0244 ブローネ党
俺がシルビアを金貨千枚で買って町の噂になった。
俺はリュドミラ以外にも、もう少し何か言ってくるやつがいるかと思っていたのだが、意外にもそんな人間はいなかった。
どうやらエレノアの時のグレイモンの話が、かなり尾鰭を伴って町に浸透しているらしい。
それとも下手に関わると、俺たちだけでなく、ボイド家にも睨まれると思ったのかも知れない。
それに俺とシルビアが長い間、屋敷の中に引きこもっていたせいで、噂も下火になったようだ。
しかしそんな俺たちに言いがかりをつけてきた者たちも少しはいた。
ある時、エトワールさんと買い物の待ち合わせるために、俺はシルビアと二人で町を歩いていた。
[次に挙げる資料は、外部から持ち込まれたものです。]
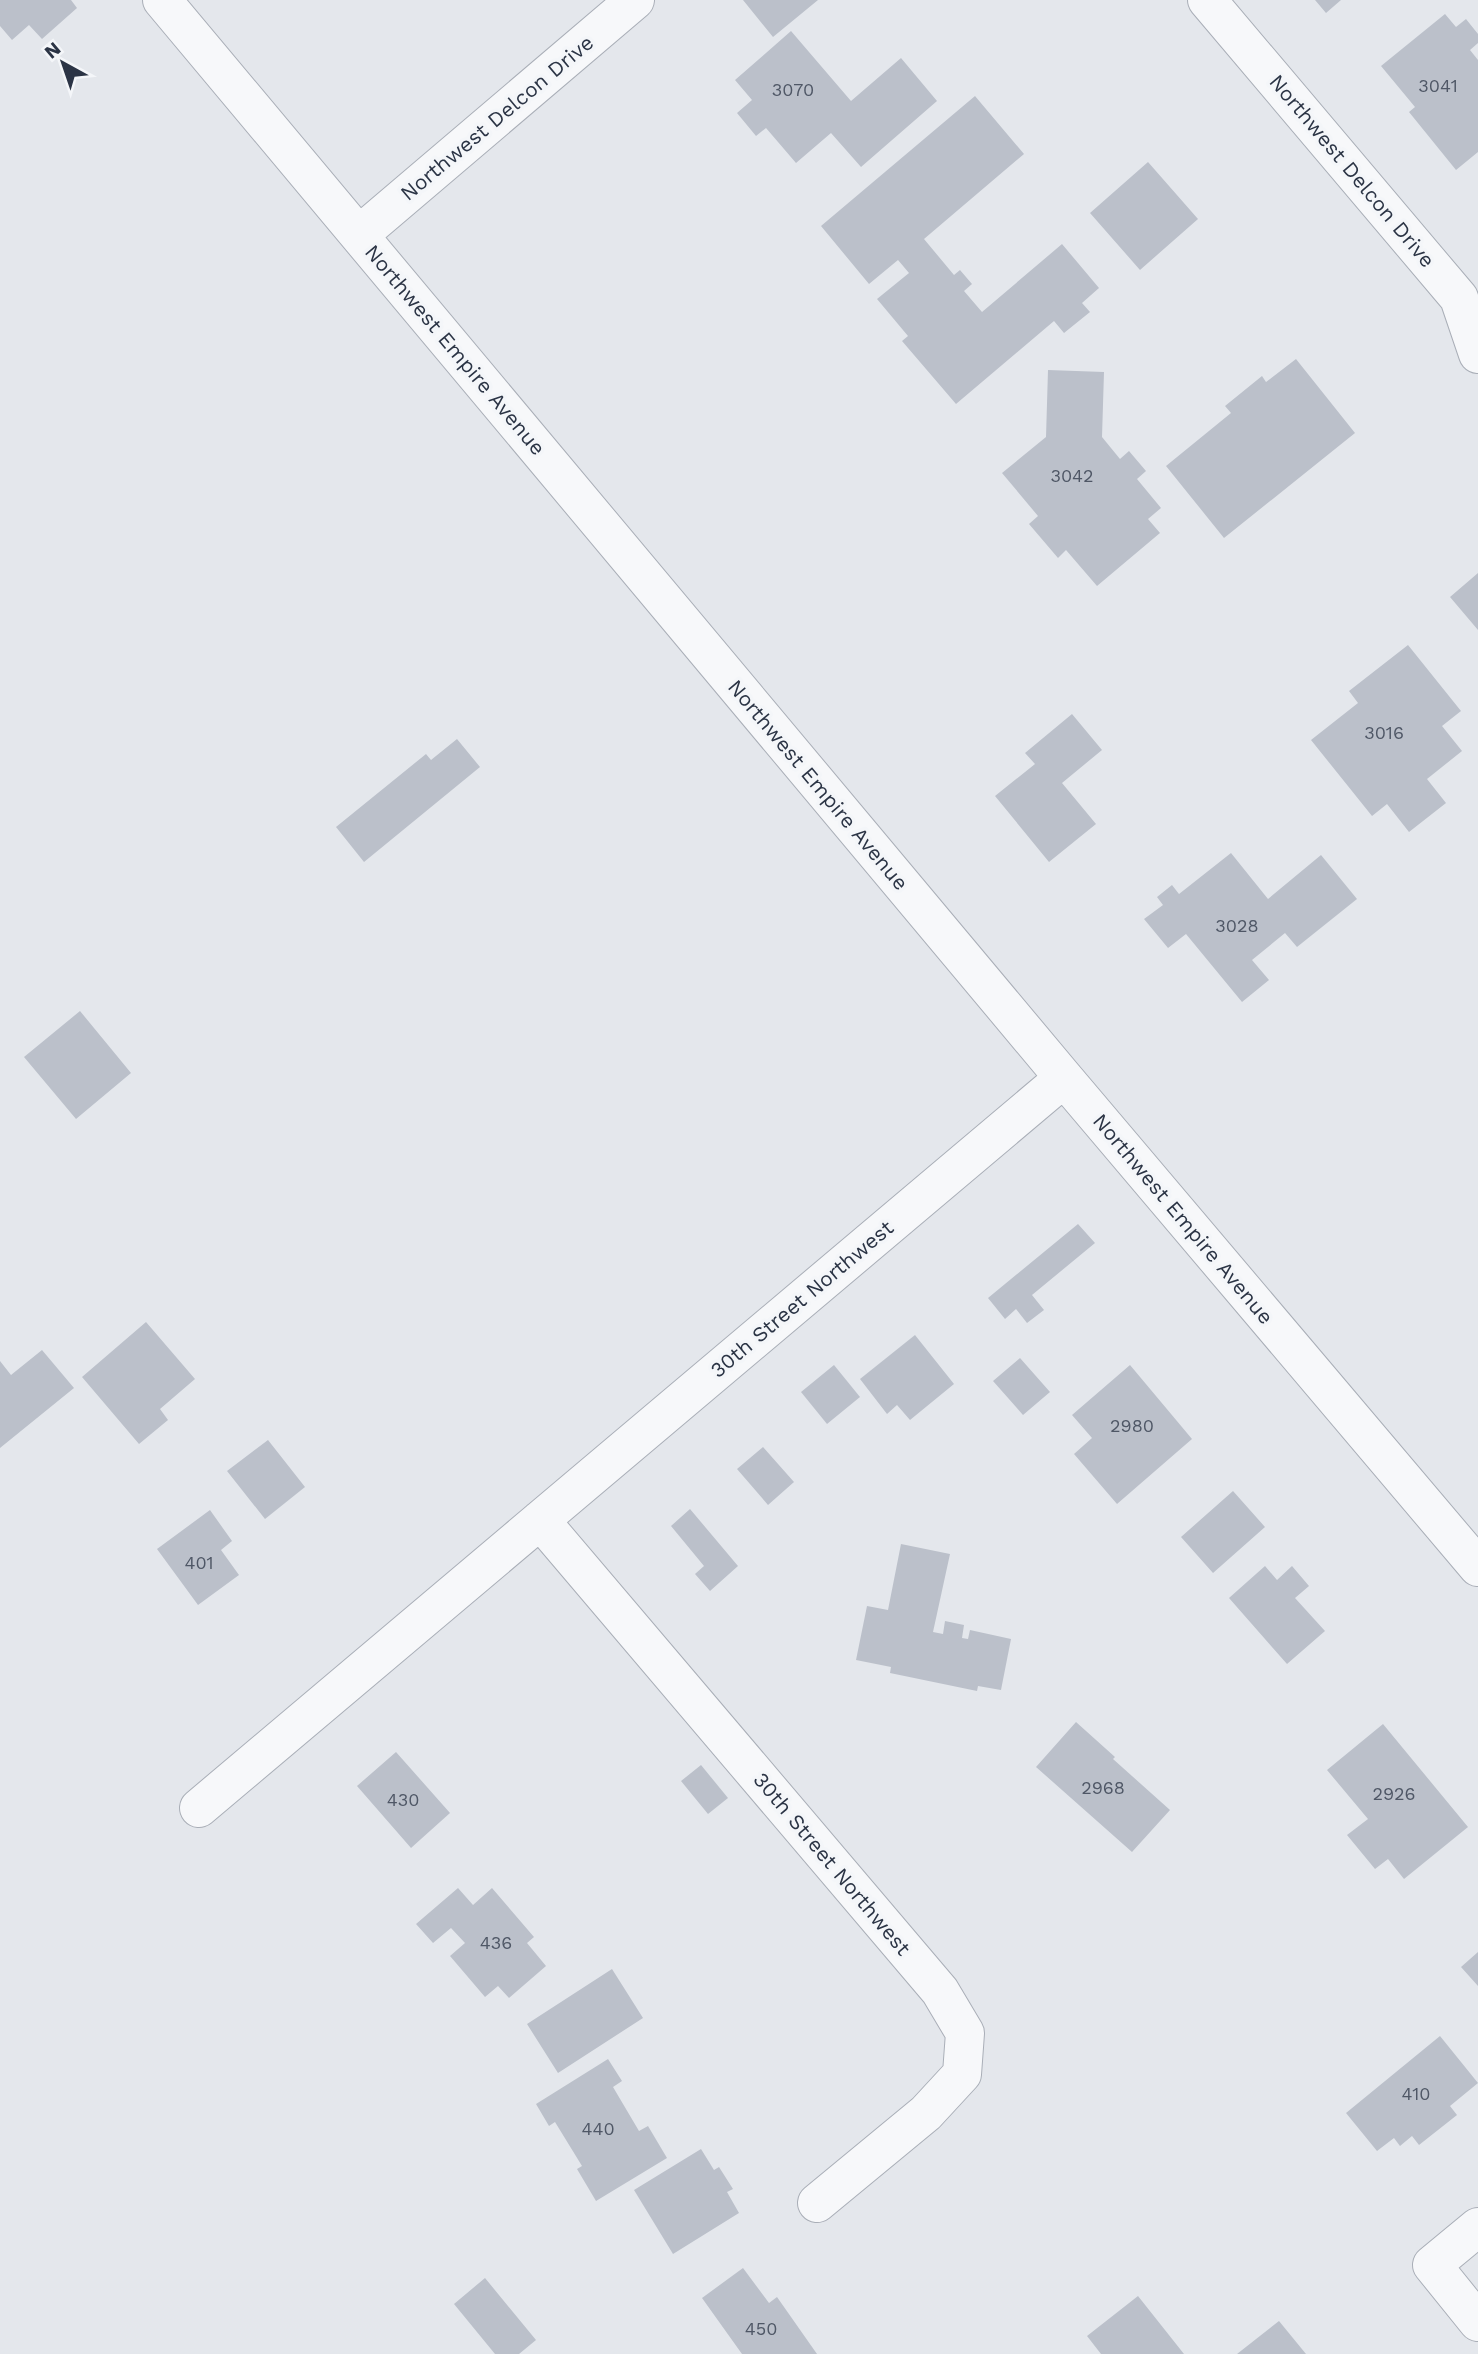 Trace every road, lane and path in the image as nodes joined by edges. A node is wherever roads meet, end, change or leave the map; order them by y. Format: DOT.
graph roads {
  1 [pos="162,0"];
  2 [pos="635,0"];
  3 [pos="1207,0"];
  4 [pos="359,235"];
  5 [pos="1478,354"];
  6 [pos="1064,1078"];
  7 [pos="540,1520"];
  8 [pos="1478,1567"];
  9 [pos="199,1808"];
  10 [pos="817,2203"];
  11 [pos="1478,2227"];
  12 [pos="1478,2322"];
  1 -- 4 [label="street, Northwest Empire Avenue"];
  2 -- 4 [label="street, Northwest Delcon Drive"];
  3 -- 5 [label="street, Northwest Delcon Drive"];
  4 -- 6 [label="street, Northwest Empire Avenue"];
  6 -- 7 [label="street, 30th Street Northwest"];
  6 -- 8 [label="street, Northwest Empire Avenue"];
  7 -- 9 [label="street, 30th Street Northwest"];
  7 -- 10 [label="street, 30th Street Northwest"];
  11 -- 12 [label="street"];
} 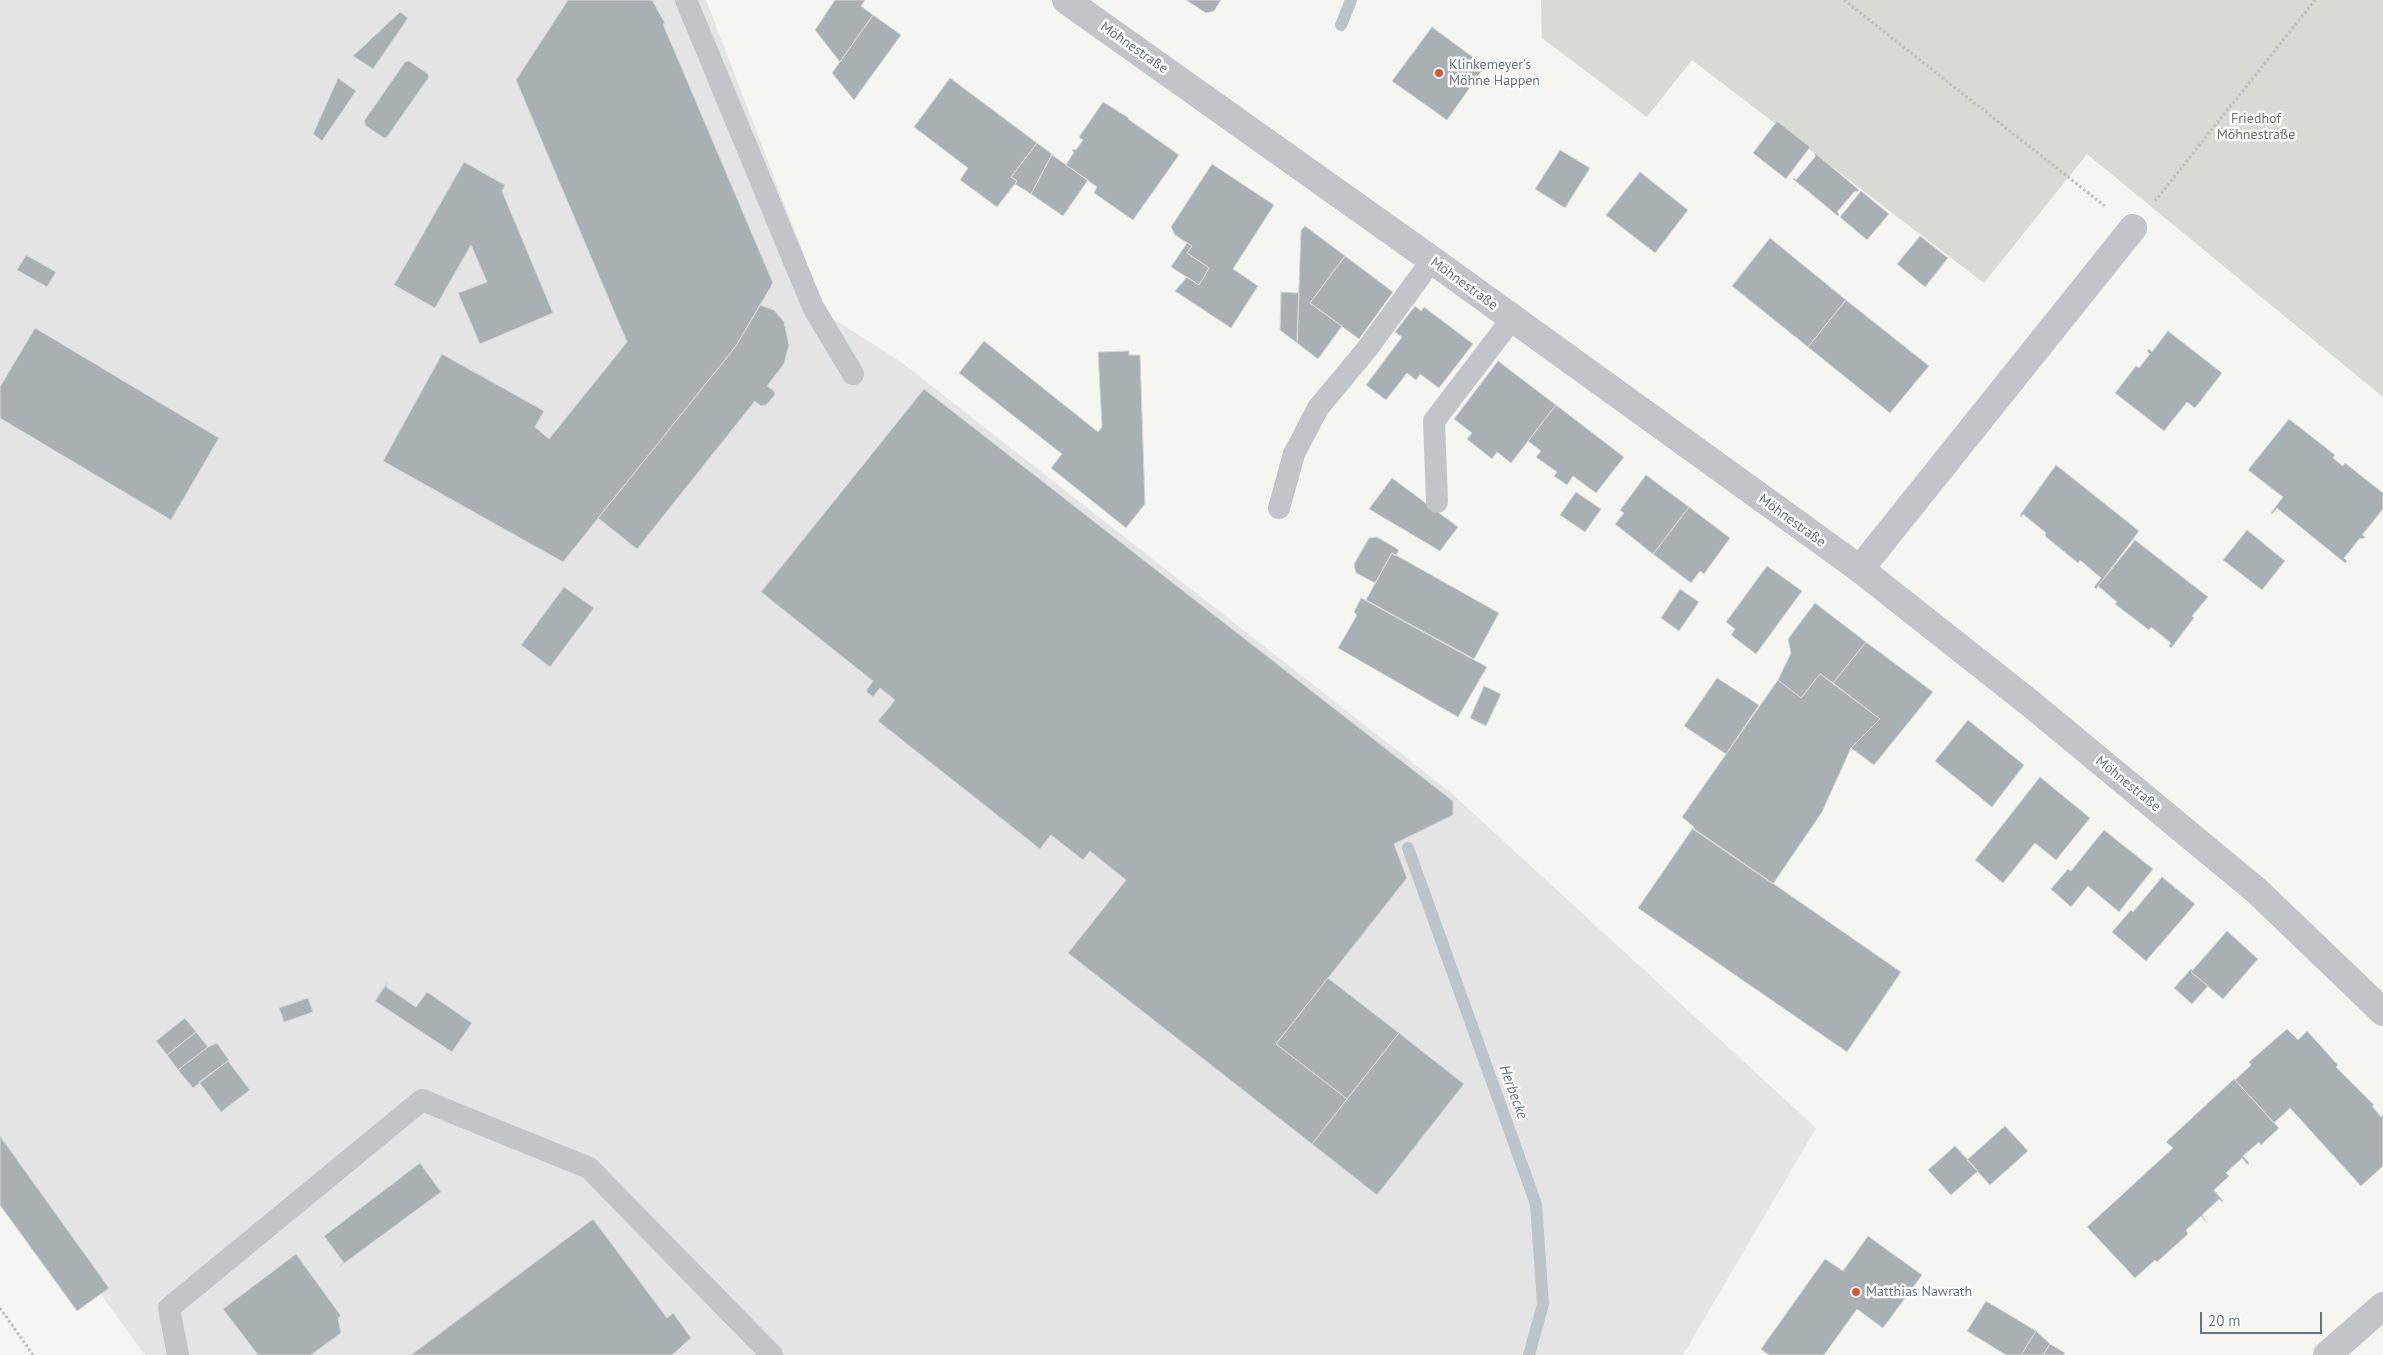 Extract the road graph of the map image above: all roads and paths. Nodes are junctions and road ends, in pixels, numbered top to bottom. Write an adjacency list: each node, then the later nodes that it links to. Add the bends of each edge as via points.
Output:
1 (686, 0): 8 (lane, via 813,307)
2 (1066, 0): 6 (street, Möhnestraße)
3 (1844, 0): 5 (path)
4 (2315, 0): 5 (path)
5 (2133, 228): 11 (street)
6 (1432, 260): 7 (street, Möhnestraße); 10 (lane, via 1367,349 1318,408 1294,454)
7 (1512, 319): 9 (lane, via 1434,421); 11 (street, Möhnestraße)
8 (853, 374)
9 (1436, 502)
10 (1279, 508)
11 (1860, 569): 12 (street, Möhnestraße, via 2031,704 2249,885)
12 (2383, 1012)
13 (2383, 1306): 18 (street)
14 (0, 1308): 15 (path)
15 (32, 1355)
16 (178, 1355): 17 (lane, via 170,1308 422,1100 589,1168)
17 (772, 1355)
18 (2327, 1355) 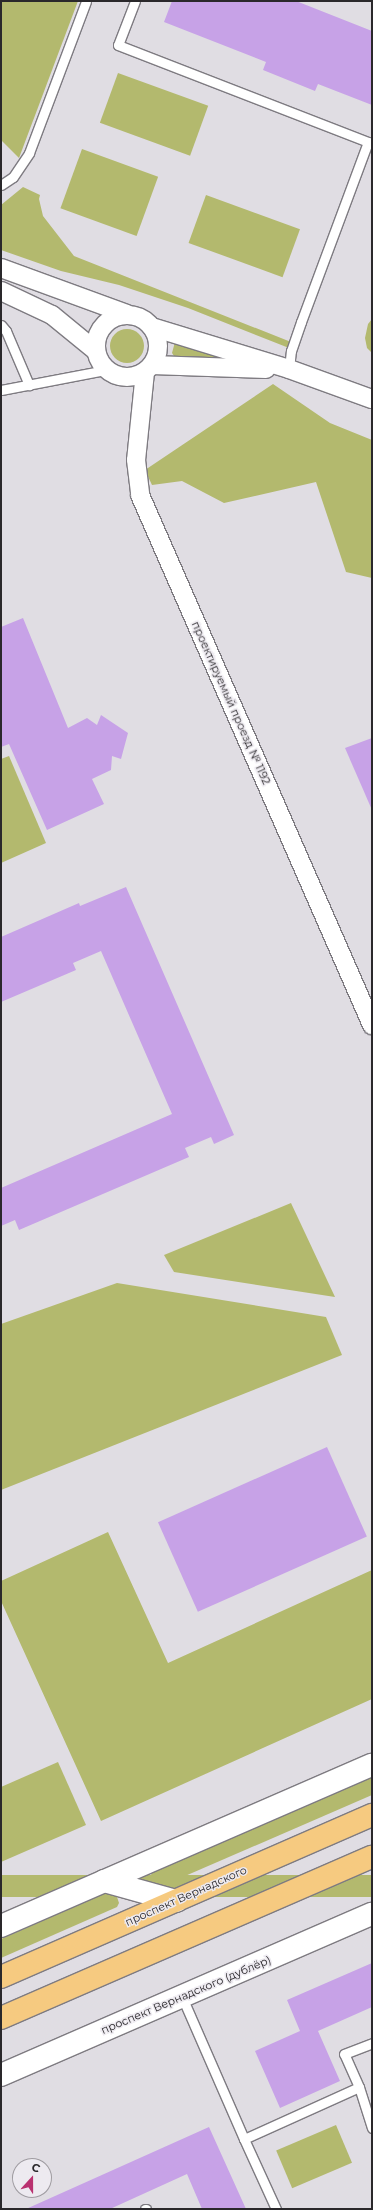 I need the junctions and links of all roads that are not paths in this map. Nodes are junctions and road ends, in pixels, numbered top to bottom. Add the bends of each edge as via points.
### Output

普段だったらガルドやラピードがいたり、護衛のタロスを出しているのだが、その時は俺もシルビアとのデートを楽しみたかったので、あえて二人きりで行動をしていたのだ。
俺は機嫌よくシルビアと話していた。
「こうしてシルビアと二人きりで町を歩くのは初めてだね?」
「ええ、そうですね」
「えへへ・・・初めてのデートか・・・何だか嬉しいな」
「私もですわ。
もっとくっついて歩きましょうよ」
「そうだね」
俺は必要以上にベッタリとシルビアにくっついて歩いていた。
周囲から見れば、完全なリア充と言うか、バカップルだ。
そのイチャラブな俺たちを見て、相手もイラついて絡んできたのかも知れない。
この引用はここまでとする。